----- Task data

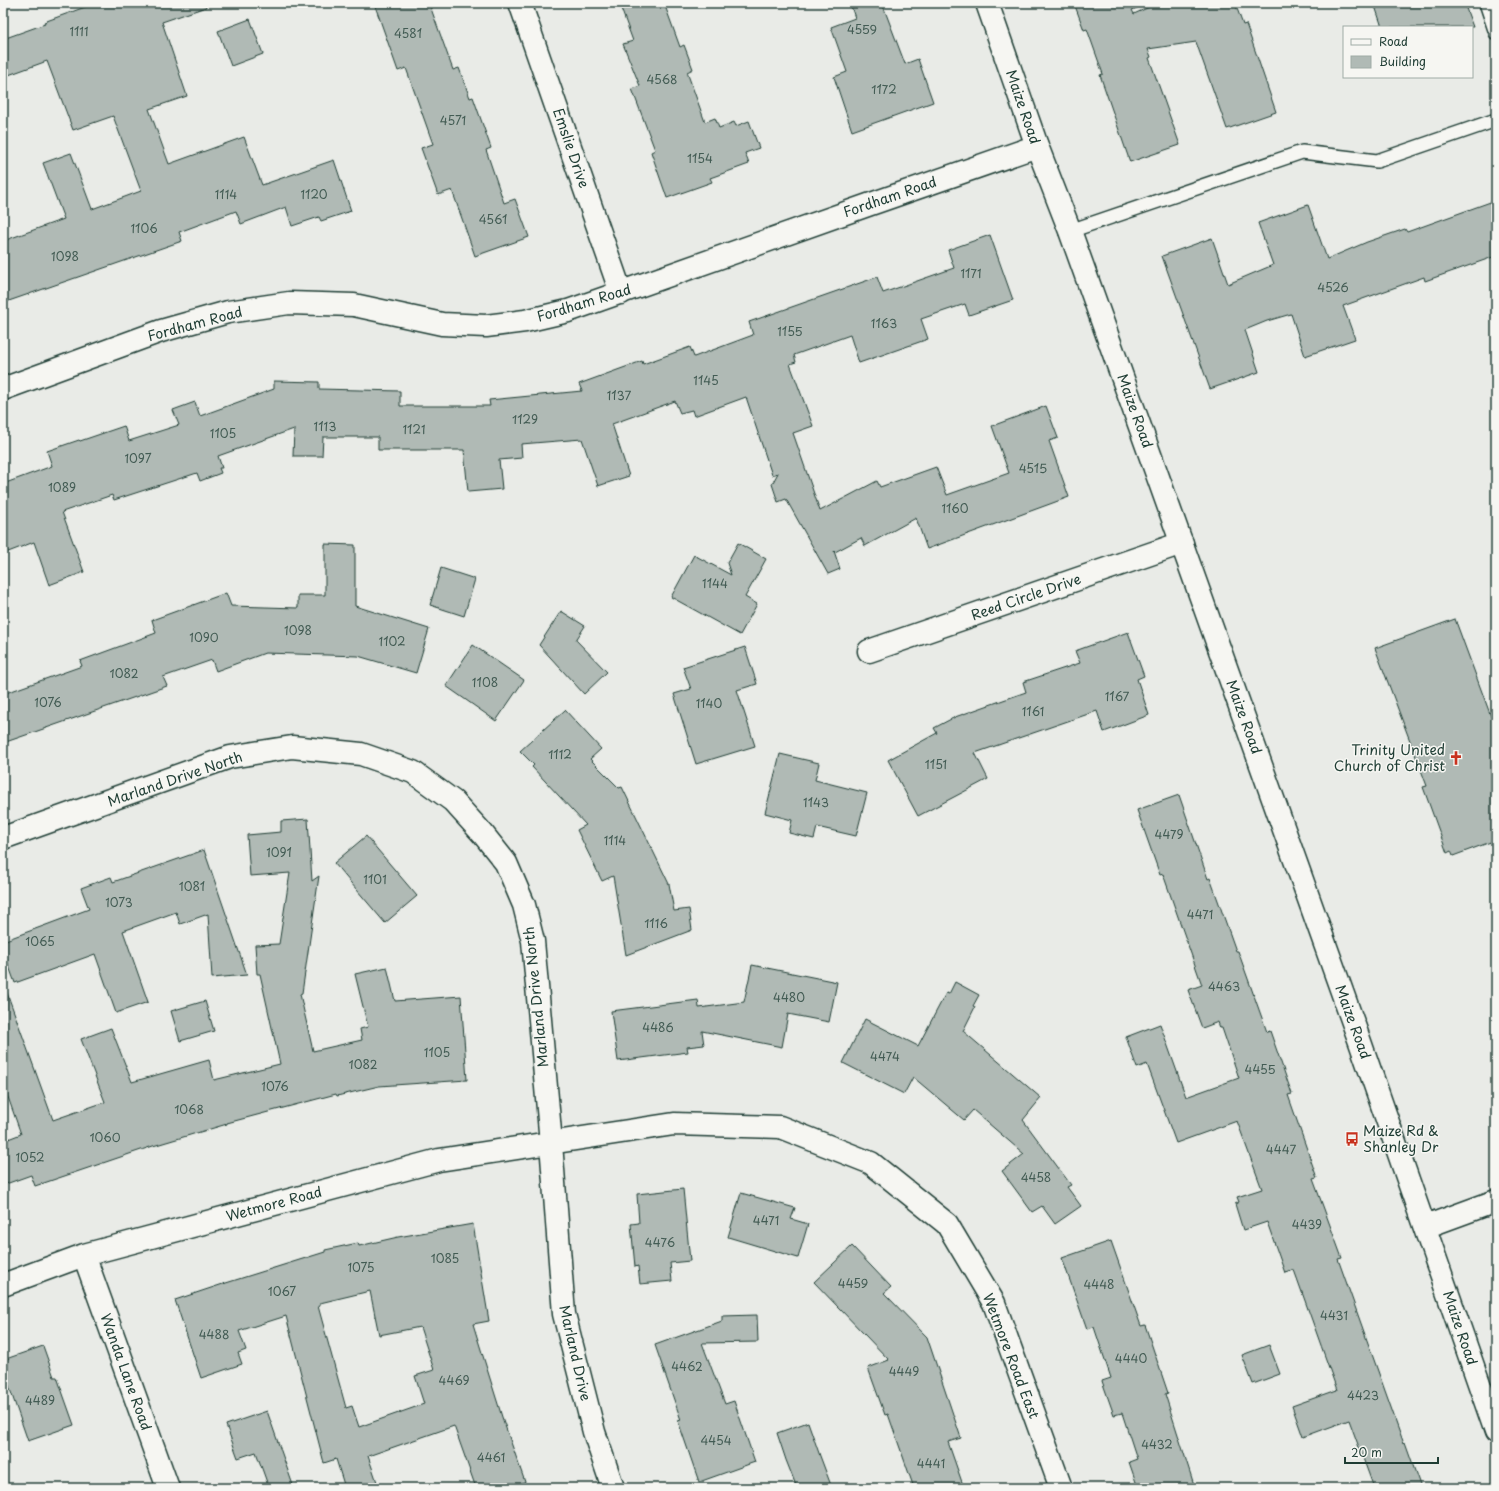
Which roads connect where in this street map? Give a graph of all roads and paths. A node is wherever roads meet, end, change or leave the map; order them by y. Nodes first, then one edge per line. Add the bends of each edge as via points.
1 (520, 3) edge
2 (987, 3) edge
3 (1486, 3) edge
4 (1496, 33) edge
5 (1496, 120) edge
6 (1037, 146) junction
7 (1070, 231) junction
8 (621, 293) junction
9 (3, 389) edge
10 (1182, 543) junction
11 (869, 651) dead end
12 (3, 838) edge
13 (551, 1143) junction
14 (1496, 1201) edge
15 (1425, 1227) junction
16 (84, 1255) junction
17 (3, 1284) edge
18 (1496, 1432) edge
19 (168, 1488) edge
20 (613, 1488) edge
21 (1061, 1488) edge

1 - 8 street, Emslie Drive
2 - 6 street, Maize Road
3 - 4 lane
5 - 7 lane via 1376,160 1302,152
6 - 7 street, Maize Road
6 - 8 street, Fordham Road
7 - 10 street, Maize Road
8 - 9 street, Fordham Road via 568,311 525,321 486,326 442,324 354,304 289,303 228,312 161,331
10 - 11 street, Reed Circle Drive
10 - 15 street, Maize Road
12 - 13 street, Marland Drive North via 230,757 292,747 361,754 413,772 453,801 483,834 506,863 524,905 533,941
13 - 16 street, Wetmore Road via 439,1160
13 - 20 street, Marland Drive via 564,1314 594,1432
13 - 21 street, Wetmore Road East via 674,1124 780,1127 871,1162 946,1224 994,1302
14 - 15 street
15 - 18 street, Maize Road
16 - 17 street, Wetmore Road
16 - 19 street, Wanda Lane Road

----------

> What to do
None of the pictures should be copied, but every record above must be returned exactly.

> Solved exercise
Which roads connect where in this street map? Give a graph of all roads and paths. A node is wherever roads meet, end, change or leave the map; order them by y. Nodes first, then one edge per line. Add the bends of each edge as via points.
1 (520, 3) edge
2 (987, 3) edge
3 (1486, 3) edge
4 (1496, 33) edge
5 (1496, 120) edge
6 (1037, 146) junction
7 (1070, 231) junction
8 (621, 293) junction
9 (3, 389) edge
10 (1182, 543) junction
11 (869, 651) dead end
12 (3, 838) edge
13 (551, 1143) junction
14 (1496, 1201) edge
15 (1425, 1227) junction
16 (84, 1255) junction
17 (3, 1284) edge
18 (1496, 1432) edge
19 (168, 1488) edge
20 (613, 1488) edge
21 (1061, 1488) edge

1 - 8 street, Emslie Drive
2 - 6 street, Maize Road
3 - 4 lane
5 - 7 lane via 1376,160 1302,152
6 - 7 street, Maize Road
6 - 8 street, Fordham Road
7 - 10 street, Maize Road
8 - 9 street, Fordham Road via 568,311 525,321 486,326 442,324 354,304 289,303 228,312 161,331
10 - 11 street, Reed Circle Drive
10 - 15 street, Maize Road
12 - 13 street, Marland Drive North via 230,757 292,747 361,754 413,772 453,801 483,834 506,863 524,905 533,941
13 - 16 street, Wetmore Road via 439,1160
13 - 20 street, Marland Drive via 564,1314 594,1432
13 - 21 street, Wetmore Road East via 674,1124 780,1127 871,1162 946,1224 994,1302
14 - 15 street
15 - 18 street, Maize Road
16 - 17 street, Wetmore Road
16 - 19 street, Wanda Lane Road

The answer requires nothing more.